Restate the records in full and exactly, with no images included.

** INPUT RECORDS follows **

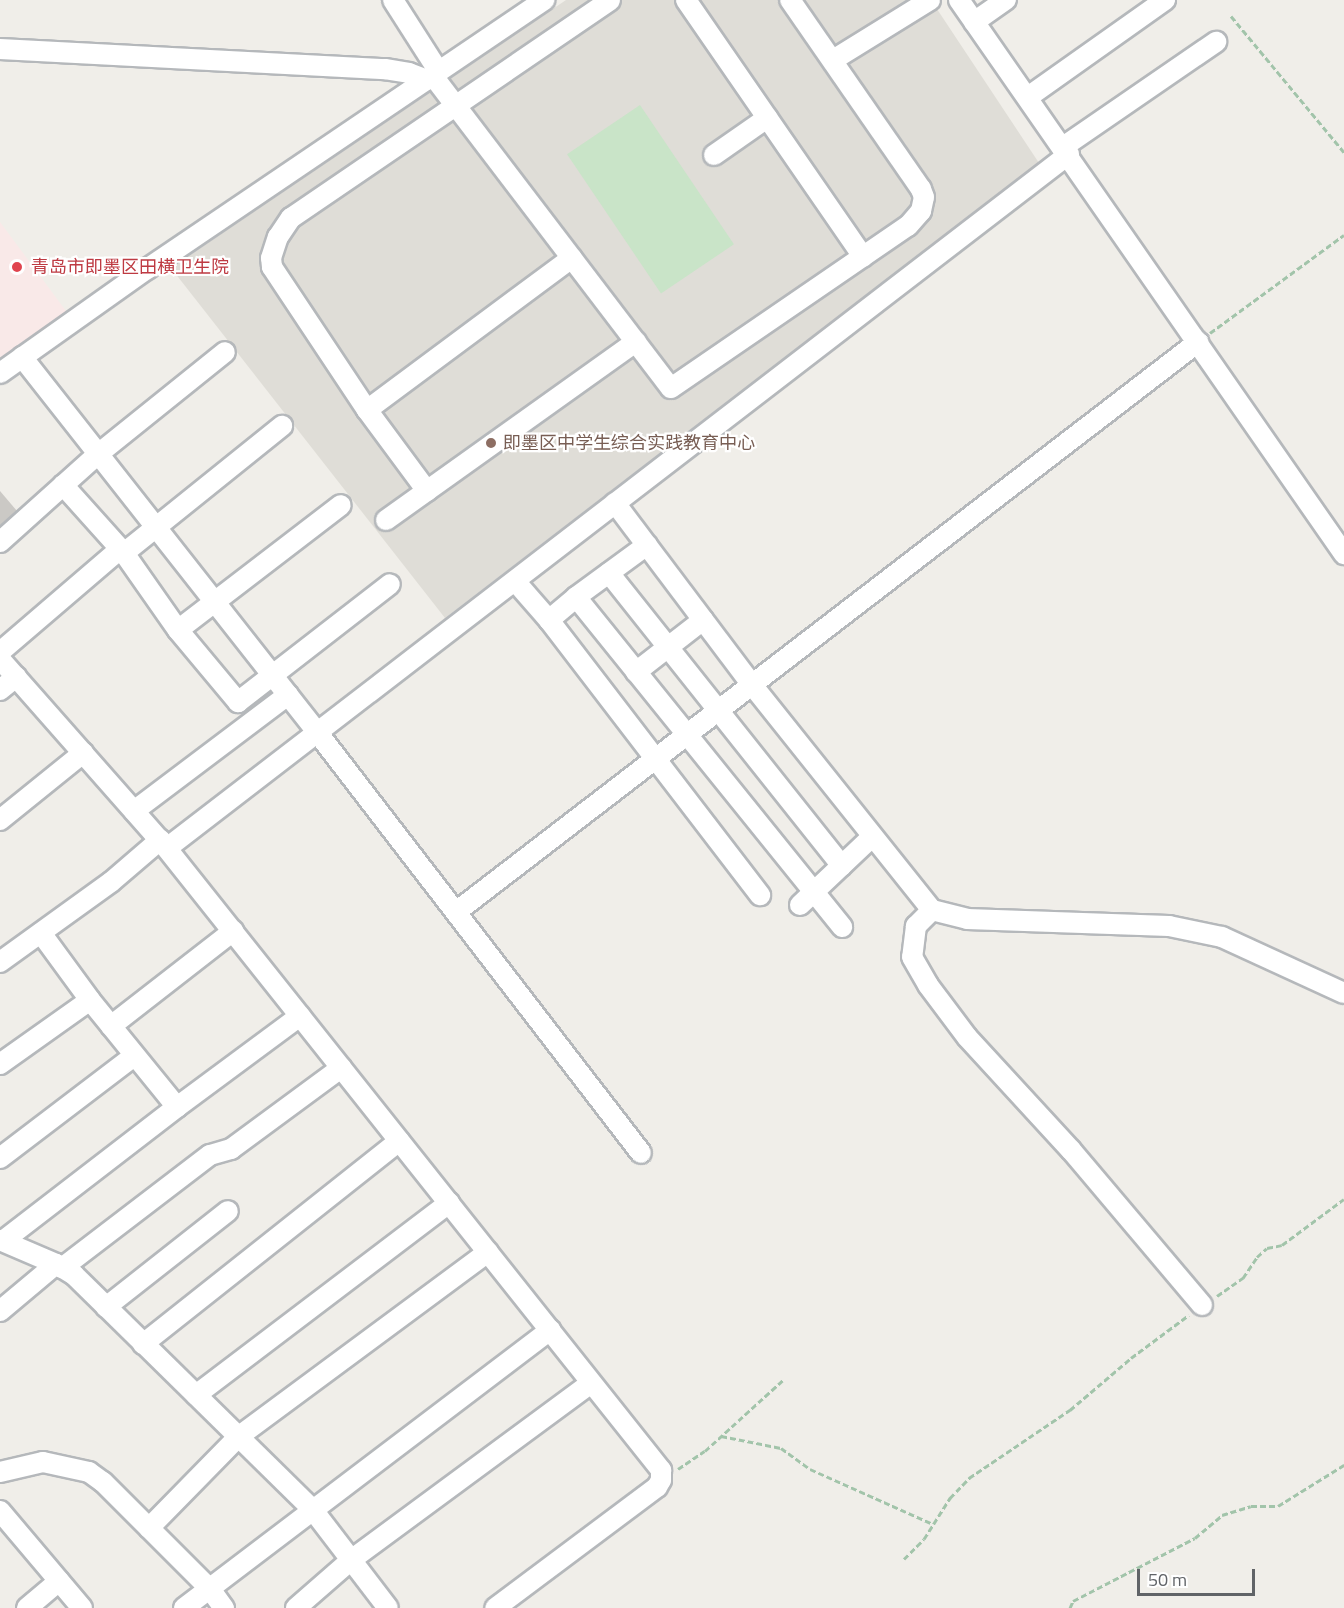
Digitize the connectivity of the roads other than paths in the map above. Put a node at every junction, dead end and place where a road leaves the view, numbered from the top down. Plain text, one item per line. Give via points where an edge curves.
1 (393, 0) edge
2 (544, 0) edge
3 (610, 0) edge
4 (686, 0) edge
5 (790, 0) edge
6 (930, 0) edge
7 (959, 0) edge
8 (1006, 0) edge
9 (1165, 0) edge
10 (974, 22) junction
11 (1216, 42) dead end
12 (0, 49) edge
13 (833, 60) junction
14 (433, 76) junction
15 (1028, 97) junction
16 (455, 105) junction
17 (767, 118) junction
18 (1066, 151) junction
19 (714, 155) dead end
20 (863, 257) junction
21 (572, 258) junction
22 (636, 342) junction
23 (1198, 342) junction
24 (225, 352) dead end
25 (22, 357) junction
26 (0, 373) edge
27 (367, 410) junction
28 (282, 426) dead end
29 (97, 454) junction
30 (63, 485) junction
31 (427, 491) junction
32 (615, 504) junction
33 (341, 505) dead end
34 (386, 520) dead end
35 (155, 528) junction
36 (0, 542) edge
37 (647, 545) junction
38 (122, 551) junction
39 (1344, 554) edge
40 (609, 573) junction
41 (515, 581) junction
42 (390, 584) dead end
43 (576, 597) junction
44 (214, 602) junction
45 (549, 620) junction
46 (703, 620) junction
47 (178, 630) junction
48 (668, 647) junction
49 (0, 652) edge
50 (0, 659) edge
51 (636, 672) junction
52 (272, 675) junction
53 (16, 677) junction
54 (753, 686) junction
55 (0, 690) edge
56 (288, 695) junction
57 (719, 711) junction
58 (317, 732) junction
59 (687, 736) junction
60 (83, 753) junction
61 (655, 760) junction
62 (134, 811) junction
63 (0, 820) edge
64 (873, 836) junction
65 (164, 844) junction
66 (842, 866) junction
67 (760, 895) dead end
68 (807, 899) junction
69 (932, 910) junction
70 (456, 912) junction
71 (842, 927) dead end
72 (233, 931) junction
73 (41, 933) junction
74 (0, 962) edge
75 (1344, 993) edge
76 (90, 1000) junction
77 (300, 1016) junction
78 (111, 1026) junction
79 (134, 1056) junction
80 (0, 1064) edge
81 (341, 1068) junction
82 (177, 1107) junction
83 (399, 1141) junction
84 (641, 1154) dead end
85 (0, 1158) edge
86 (449, 1203) junction
87 (228, 1210) dead end
88 (1, 1241) edge
89 (488, 1252) junction
90 (59, 1266) junction
91 (1202, 1305) road end
92 (106, 1306) junction
93 (0, 1311) edge
94 (550, 1330) junction
95 (143, 1344) junction
96 (591, 1383) junction
97 (196, 1395) junction
98 (238, 1437) junction
99 (0, 1472) edge
100 (313, 1510) junction
101 (0, 1511) edge
102 (149, 1528) junction
103 (351, 1560) junction
104 (59, 1581) junction
105 (210, 1589) junction
106 (27, 1608) edge
107 (82, 1608) edge
108 (184, 1608) edge
109 (224, 1608) edge
110 (296, 1608) edge
111 (388, 1608) edge
112 (495, 1608) edge

1 - 14 street
2 - 14 street
3 - 16 street
4 - 17 street
5 - 13 street
6 - 13 street
7 - 10 street
8 - 10 street
9 - 15 street
10 - 15 street
11 - 18 street
12 - 14 street via 386,69
13 - 20 street via 924,197 921,211 908,226
14 - 16 street
14 - 25 street
15 - 18 street
16 - 21 street
16 - 27 street via 291,218 278,237 271,258 272,267
17 - 19 street
17 - 20 street
18 - 23 street
18 - 32 street
20 - 22 street via 671,388
21 - 22 street
21 - 27 street
22 - 31 street
23 - 39 street
23 - 54 street
24 - 29 street
25 - 26 street
25 - 29 street
27 - 31 street
28 - 35 street
29 - 30 street
29 - 35 street
30 - 36 street
30 - 38 street
31 - 34 street
32 - 37 street
32 - 41 street
33 - 44 street
35 - 38 street
35 - 44 street
37 - 40 street
37 - 46 street
38 - 47 street
38 - 49 street
40 - 43 street
40 - 48 street
41 - 45 street
41 - 58 street
42 - 52 street
43 - 45 street
43 - 51 street
44 - 47 street
44 - 52 street
45 - 61 street
46 - 48 street
46 - 54 street
47 - 52 street via 238,702
48 - 51 street
48 - 57 street
50 - 53 street
51 - 59 street
52 - 56 street
53 - 55 street
53 - 60 street
54 - 57 street
54 - 64 street
56 - 58 street
56 - 62 street
57 - 59 street
57 - 66 street
58 - 65 street
58 - 70 street
59 - 61 street
59 - 68 street
60 - 62 street
60 - 63 street
61 - 67 street
61 - 70 street
62 - 65 street
64 - 66 street
64 - 69 street
65 - 72 street
65 - 73 street
66 - 68 street
68 - 71 street
69 - 75 street via 967,919 1169,926 1222,937
69 - 91 street via 916,926 912,957 928,985 967,1037 1071,1150
70 - 84 street
72 - 77 street
72 - 78 street
73 - 74 street
73 - 76 street
76 - 78 street
76 - 80 street
77 - 81 street
77 - 82 street
78 - 79 street
79 - 82 street
79 - 85 street
81 - 83 street
81 - 90 street via 231,1149 210,1155
82 - 88 street
83 - 86 street
83 - 95 street
86 - 89 street
86 - 97 street
87 - 92 street
88 - 90 street
89 - 94 street
89 - 98 street
90 - 92 street
90 - 93 street
92 - 95 street
94 - 96 street
94 - 100 street
95 - 97 street
96 - 103 street
96 - 112 street via 661,1470 661,1480
97 - 98 street
98 - 100 street
98 - 102 street
99 - 102 street via 44,1462 89,1472
100 - 103 street
100 - 105 street
101 - 104 street
102 - 105 street
103 - 110 street
103 - 111 street
104 - 106 street
104 - 107 street
105 - 108 street
105 - 109 street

** End of INPUT RECORDS **

* ANSWER BELOW
Digitize the connectivity of the roads other than paths in the map above. Put a node at every junction, dead end and place where a road leaves the view, numbered from the top down. Plain text, one item per line. Give via points where an edge curves.
1 (393, 0) edge
2 (544, 0) edge
3 (610, 0) edge
4 (686, 0) edge
5 (790, 0) edge
6 (930, 0) edge
7 (959, 0) edge
8 (1006, 0) edge
9 (1165, 0) edge
10 (974, 22) junction
11 (1216, 42) dead end
12 (0, 49) edge
13 (833, 60) junction
14 (433, 76) junction
15 (1028, 97) junction
16 (455, 105) junction
17 (767, 118) junction
18 (1066, 151) junction
19 (714, 155) dead end
20 (863, 257) junction
21 (572, 258) junction
22 (636, 342) junction
23 (1198, 342) junction
24 (225, 352) dead end
25 (22, 357) junction
26 (0, 373) edge
27 (367, 410) junction
28 (282, 426) dead end
29 (97, 454) junction
30 (63, 485) junction
31 (427, 491) junction
32 (615, 504) junction
33 (341, 505) dead end
34 (386, 520) dead end
35 (155, 528) junction
36 (0, 542) edge
37 (647, 545) junction
38 (122, 551) junction
39 (1344, 554) edge
40 (609, 573) junction
41 (515, 581) junction
42 (390, 584) dead end
43 (576, 597) junction
44 (214, 602) junction
45 (549, 620) junction
46 (703, 620) junction
47 (178, 630) junction
48 (668, 647) junction
49 (0, 652) edge
50 (0, 659) edge
51 (636, 672) junction
52 (272, 675) junction
53 (16, 677) junction
54 (753, 686) junction
55 (0, 690) edge
56 (288, 695) junction
57 (719, 711) junction
58 (317, 732) junction
59 (687, 736) junction
60 (83, 753) junction
61 (655, 760) junction
62 (134, 811) junction
63 (0, 820) edge
64 (873, 836) junction
65 (164, 844) junction
66 (842, 866) junction
67 (760, 895) dead end
68 (807, 899) junction
69 (932, 910) junction
70 (456, 912) junction
71 (842, 927) dead end
72 (233, 931) junction
73 (41, 933) junction
74 (0, 962) edge
75 (1344, 993) edge
76 (90, 1000) junction
77 (300, 1016) junction
78 (111, 1026) junction
79 (134, 1056) junction
80 (0, 1064) edge
81 (341, 1068) junction
82 (177, 1107) junction
83 (399, 1141) junction
84 (641, 1154) dead end
85 (0, 1158) edge
86 (449, 1203) junction
87 (228, 1210) dead end
88 (1, 1241) edge
89 (488, 1252) junction
90 (59, 1266) junction
91 (1202, 1305) road end
92 (106, 1306) junction
93 (0, 1311) edge
94 (550, 1330) junction
95 (143, 1344) junction
96 (591, 1383) junction
97 (196, 1395) junction
98 (238, 1437) junction
99 (0, 1472) edge
100 (313, 1510) junction
101 (0, 1511) edge
102 (149, 1528) junction
103 (351, 1560) junction
104 (59, 1581) junction
105 (210, 1589) junction
106 (27, 1608) edge
107 (82, 1608) edge
108 (184, 1608) edge
109 (224, 1608) edge
110 (296, 1608) edge
111 (388, 1608) edge
112 (495, 1608) edge

1 - 14 street
2 - 14 street
3 - 16 street
4 - 17 street
5 - 13 street
6 - 13 street
7 - 10 street
8 - 10 street
9 - 15 street
10 - 15 street
11 - 18 street
12 - 14 street via 386,69
13 - 20 street via 924,197 921,211 908,226
14 - 16 street
14 - 25 street
15 - 18 street
16 - 21 street
16 - 27 street via 291,218 278,237 271,258 272,267
17 - 19 street
17 - 20 street
18 - 23 street
18 - 32 street
20 - 22 street via 671,388
21 - 22 street
21 - 27 street
22 - 31 street
23 - 39 street
23 - 54 street
24 - 29 street
25 - 26 street
25 - 29 street
27 - 31 street
28 - 35 street
29 - 30 street
29 - 35 street
30 - 36 street
30 - 38 street
31 - 34 street
32 - 37 street
32 - 41 street
33 - 44 street
35 - 38 street
35 - 44 street
37 - 40 street
37 - 46 street
38 - 47 street
38 - 49 street
40 - 43 street
40 - 48 street
41 - 45 street
41 - 58 street
42 - 52 street
43 - 45 street
43 - 51 street
44 - 47 street
44 - 52 street
45 - 61 street
46 - 48 street
46 - 54 street
47 - 52 street via 238,702
48 - 51 street
48 - 57 street
50 - 53 street
51 - 59 street
52 - 56 street
53 - 55 street
53 - 60 street
54 - 57 street
54 - 64 street
56 - 58 street
56 - 62 street
57 - 59 street
57 - 66 street
58 - 65 street
58 - 70 street
59 - 61 street
59 - 68 street
60 - 62 street
60 - 63 street
61 - 67 street
61 - 70 street
62 - 65 street
64 - 66 street
64 - 69 street
65 - 72 street
65 - 73 street
66 - 68 street
68 - 71 street
69 - 75 street via 967,919 1169,926 1222,937
69 - 91 street via 916,926 912,957 928,985 967,1037 1071,1150
70 - 84 street
72 - 77 street
72 - 78 street
73 - 74 street
73 - 76 street
76 - 78 street
76 - 80 street
77 - 81 street
77 - 82 street
78 - 79 street
79 - 82 street
79 - 85 street
81 - 83 street
81 - 90 street via 231,1149 210,1155
82 - 88 street
83 - 86 street
83 - 95 street
86 - 89 street
86 - 97 street
87 - 92 street
88 - 90 street
89 - 94 street
89 - 98 street
90 - 92 street
90 - 93 street
92 - 95 street
94 - 96 street
94 - 100 street
95 - 97 street
96 - 103 street
96 - 112 street via 661,1470 661,1480
97 - 98 street
98 - 100 street
98 - 102 street
99 - 102 street via 44,1462 89,1472
100 - 103 street
100 - 105 street
101 - 104 street
102 - 105 street
103 - 110 street
103 - 111 street
104 - 106 street
104 - 107 street
105 - 108 street
105 - 109 street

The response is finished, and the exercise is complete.